5 things to know about fentanyl

By The Health News Team | January 6, 2023
White pill with sad face drawn on it

In the 12-month period ending in January 2022, more than 107,000 people died of drug overdoses in the U.S., with 67% of those deaths related to synthetic opioids such as fentanyl. Some of these deaths, the Drug Enforcement Administration (DEA) reports, were caused by fentanyl mixed with other illicit drugs, including cocaine, methamphetamine and heroin. And often, many users were unaware they were actually taking fentanyl.

With overdoses and deaths related to fentanyl increasing daily — last year in San Diego County, more than 900 people died from fentanyl overdoses — it is important to understand what fentanyl is, why it is so dangerous, and what you can do if you spend time with someone who uses illicit drugs.

Top 5 things to know about fentanyl

  1. Fentanyl is an opioid. An opioid is a type of drug used to treat pain. Prescription opioids are highly regulated and prescribed by doctors to reduce moderate to severe pain. Fentanyl is a man-made, or synthetic, opioid that is 50 to 100 times more powerful than heroine and morphine. According to the Centers for Disease Control and Prevention (CDC), there are two types of fentanyl: pharmaceutical fentanyl and illicitly manufactured fentanyl. Pharmaceutical fentanyl is prescribed by doctors to treat severe pain, especially after surgery and for advanced-stage cancer.

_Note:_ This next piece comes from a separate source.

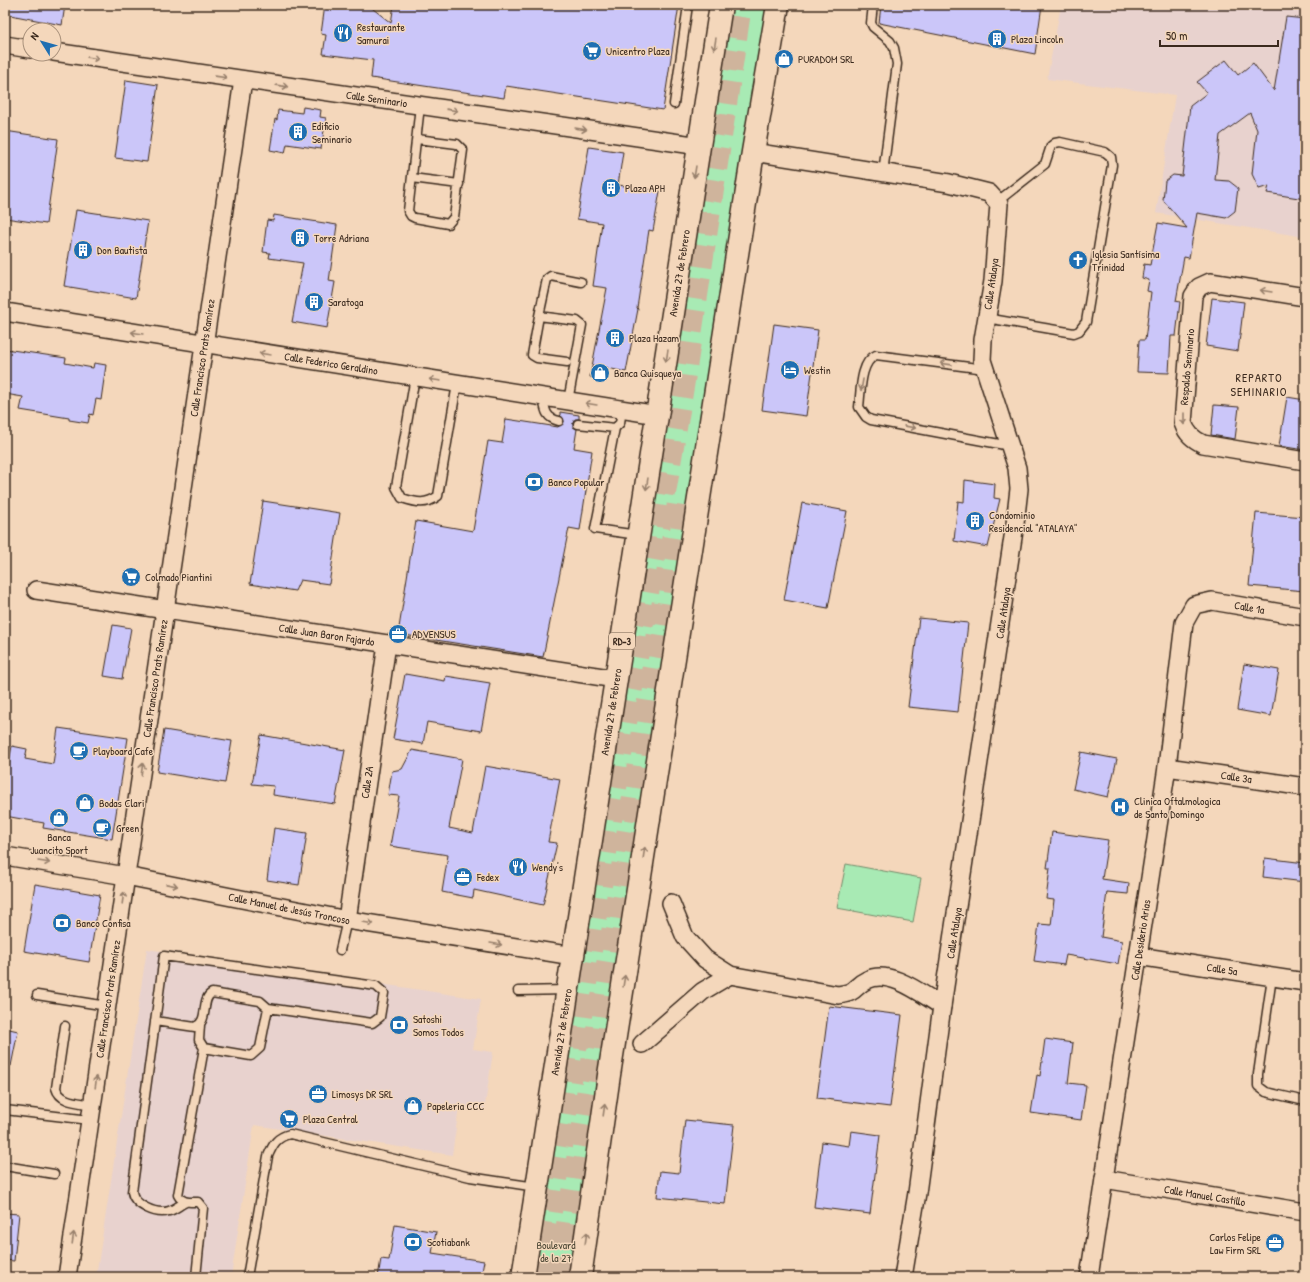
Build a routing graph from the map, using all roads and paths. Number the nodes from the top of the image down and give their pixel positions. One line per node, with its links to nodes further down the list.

  2. Fentanyl is easy to get. Because it is a synthetic drug, illegal fentanyl is easier and quicker to produce and is usually distributed through illicit drug markets. Drug traffickers often advertise on social media platforms, such as Instagram, Snapchat and TikTok. Drug deals are made, payment can go through online payment apps and the drugs are often delivered directly to the buyer’s home. While drug trafficking on social media platforms affects all age groups, the DEA reports that young people are particularly susceptible due to their high rates of social media usage.

  3. Fentanyl can be taken mistakenly. Along with sometimes being made to look like candy to drive addiction among young people, fentanyl is illicitly added to pills incorrectly labeled as common pain, antianxiety, ADHD or other prescription medications. Some people unknowingly buy and ingest drugs laced with fentanyl, potentially leading to overdose and death. In 2021, the San Diego County Medical Examiner reported 12 children under the age of 18 died from an accidental overdose — the youngest was just 13.

  4. Signs of a fentanyl overdose look like other opioid overdoses. Friends and family members should watch for the following signs in their loved ones:

    • Small, "pinpoint pupils"

    • Falling asleep or losing consciousness

    • Slow, weak or no breathing

    • Choking or gurgling sounds

    • Limp body

    • Cold or clammy skin

    • Discolored skin, especially in the lips and nails

  5. Naloxone can reverse an opioid overdose. Naloxone is a medication designed to immediately reverse an opioid overdose if administered in time. It blocks the brain’s opioid receptors and restores normal breathing in people who have overdosed on fentanyl, heroin and prescription painkillers. In California, you can get naloxone from a pharmacist without a prescription or from community-based distribution programs, local public health groups or local health departments, often at no charge. If you think someone is overdosing on an opioid, including fentanyl:

    • Call 911.

    • Administer naloxone.

    • Try to keep them awake and breathing.

    • Lay them on their side to prevent choking.

    • Stay with them until emergency assistance arrives.